• Task requirements: From the listing below, extract every line in which the word "Localize" appears.

(Dataset extract Opens)

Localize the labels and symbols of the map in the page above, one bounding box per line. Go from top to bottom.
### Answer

(Dataset extract Closes)
(Dataset extract Opens)

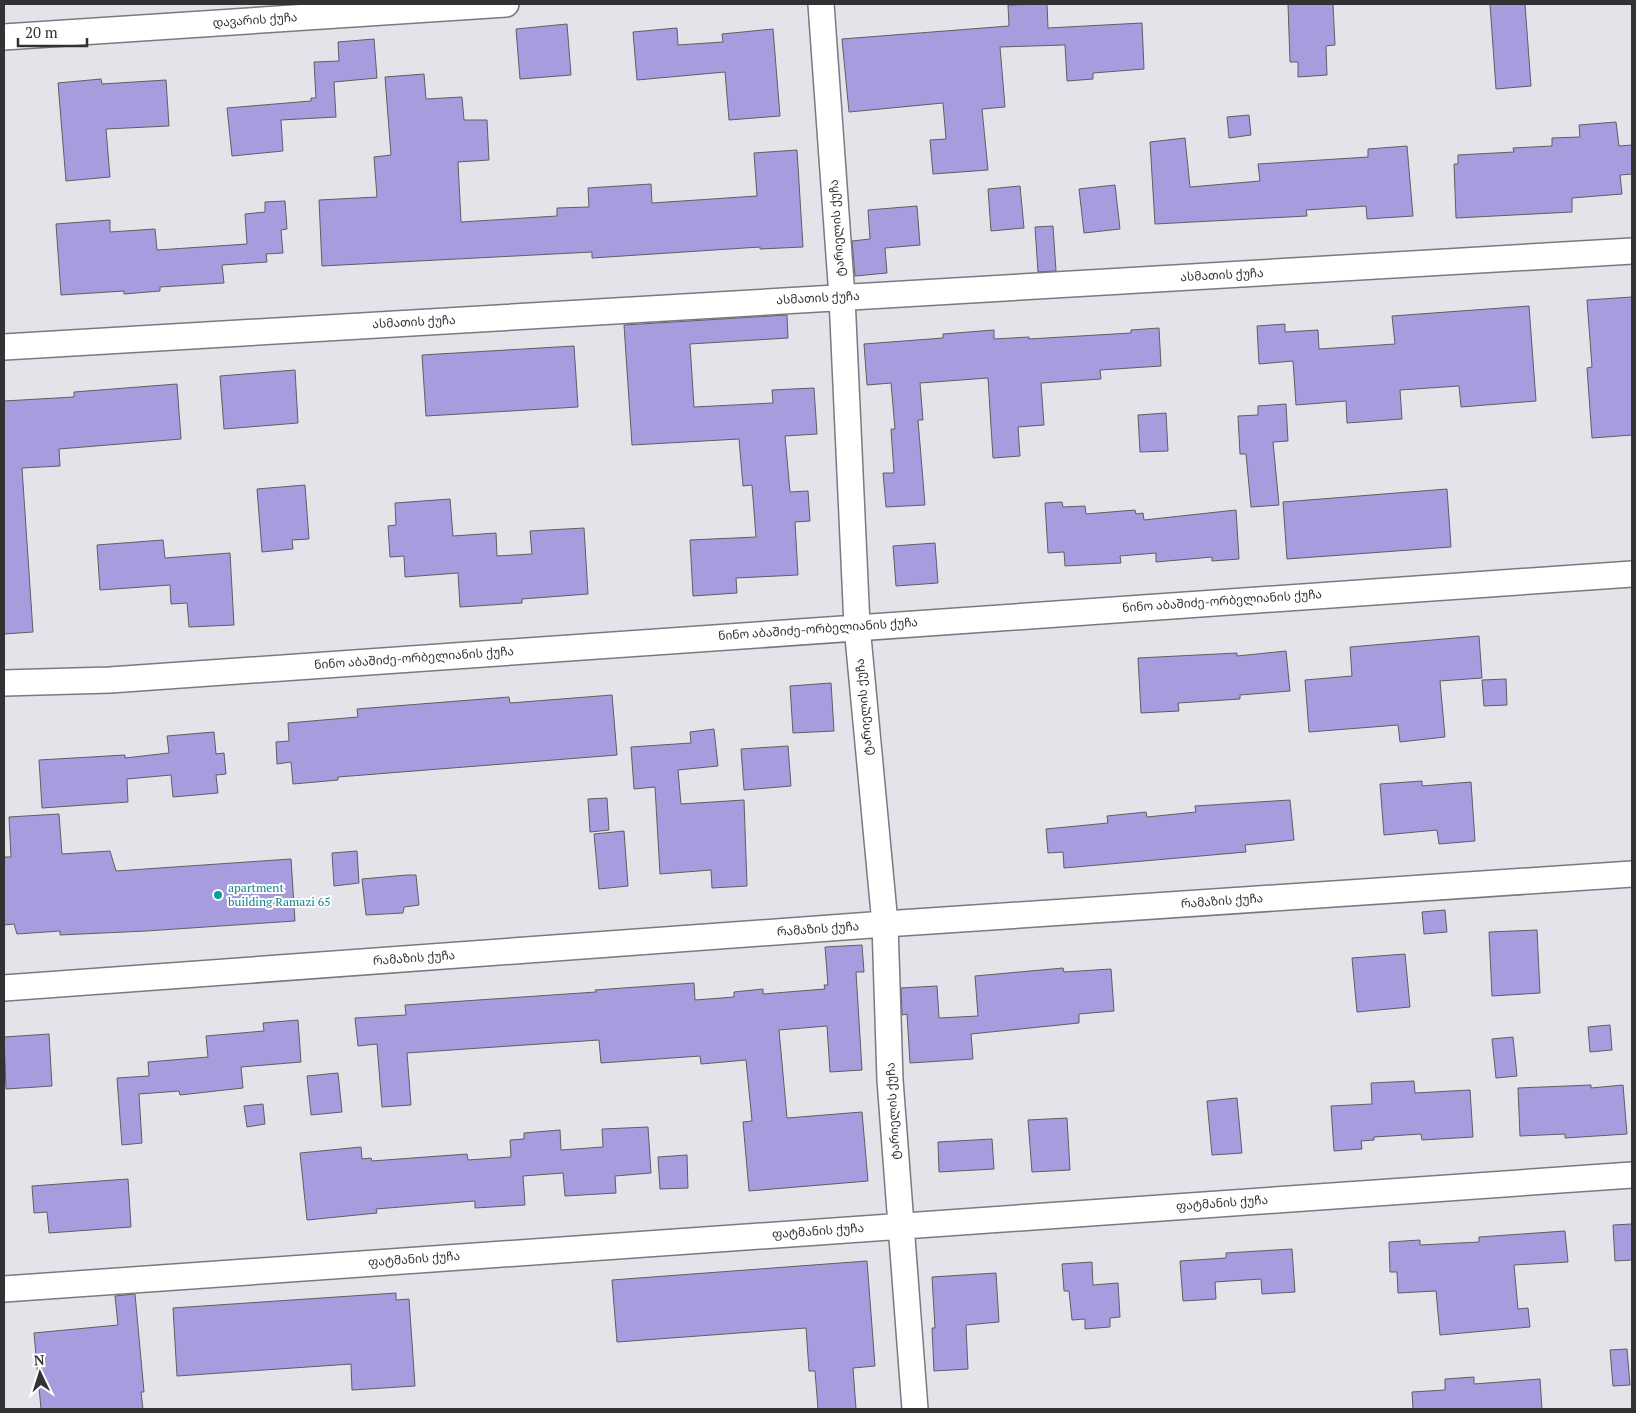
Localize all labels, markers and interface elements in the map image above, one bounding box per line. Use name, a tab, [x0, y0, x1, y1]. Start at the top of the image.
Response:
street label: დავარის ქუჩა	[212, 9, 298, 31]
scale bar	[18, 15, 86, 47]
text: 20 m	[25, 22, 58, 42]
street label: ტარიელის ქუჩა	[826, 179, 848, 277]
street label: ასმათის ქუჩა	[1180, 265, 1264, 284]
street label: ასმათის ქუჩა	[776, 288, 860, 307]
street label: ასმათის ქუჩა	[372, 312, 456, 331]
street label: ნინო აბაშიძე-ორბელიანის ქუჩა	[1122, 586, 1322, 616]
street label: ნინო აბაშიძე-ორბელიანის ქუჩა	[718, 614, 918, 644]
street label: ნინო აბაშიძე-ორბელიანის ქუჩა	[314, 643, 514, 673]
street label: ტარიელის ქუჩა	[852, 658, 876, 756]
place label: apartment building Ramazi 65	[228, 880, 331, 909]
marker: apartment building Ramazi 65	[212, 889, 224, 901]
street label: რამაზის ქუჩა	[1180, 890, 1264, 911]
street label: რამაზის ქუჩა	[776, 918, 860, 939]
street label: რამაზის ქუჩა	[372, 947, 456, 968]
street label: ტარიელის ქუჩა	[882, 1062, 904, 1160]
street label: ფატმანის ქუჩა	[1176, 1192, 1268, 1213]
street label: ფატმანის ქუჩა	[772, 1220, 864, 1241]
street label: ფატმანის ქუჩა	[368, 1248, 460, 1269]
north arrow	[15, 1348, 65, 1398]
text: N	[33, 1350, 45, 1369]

(Dataset extract Closes)

• Reply to the exercise:
Localize the labels and symbols of the map in the page above, one bounding box per line. Go from top to bottom.
Localize all labels, markers and interface elements in the map image above, one bounding box per line. Use name, a tab, [x0, y0, x1, y1]. Start at the top of the image.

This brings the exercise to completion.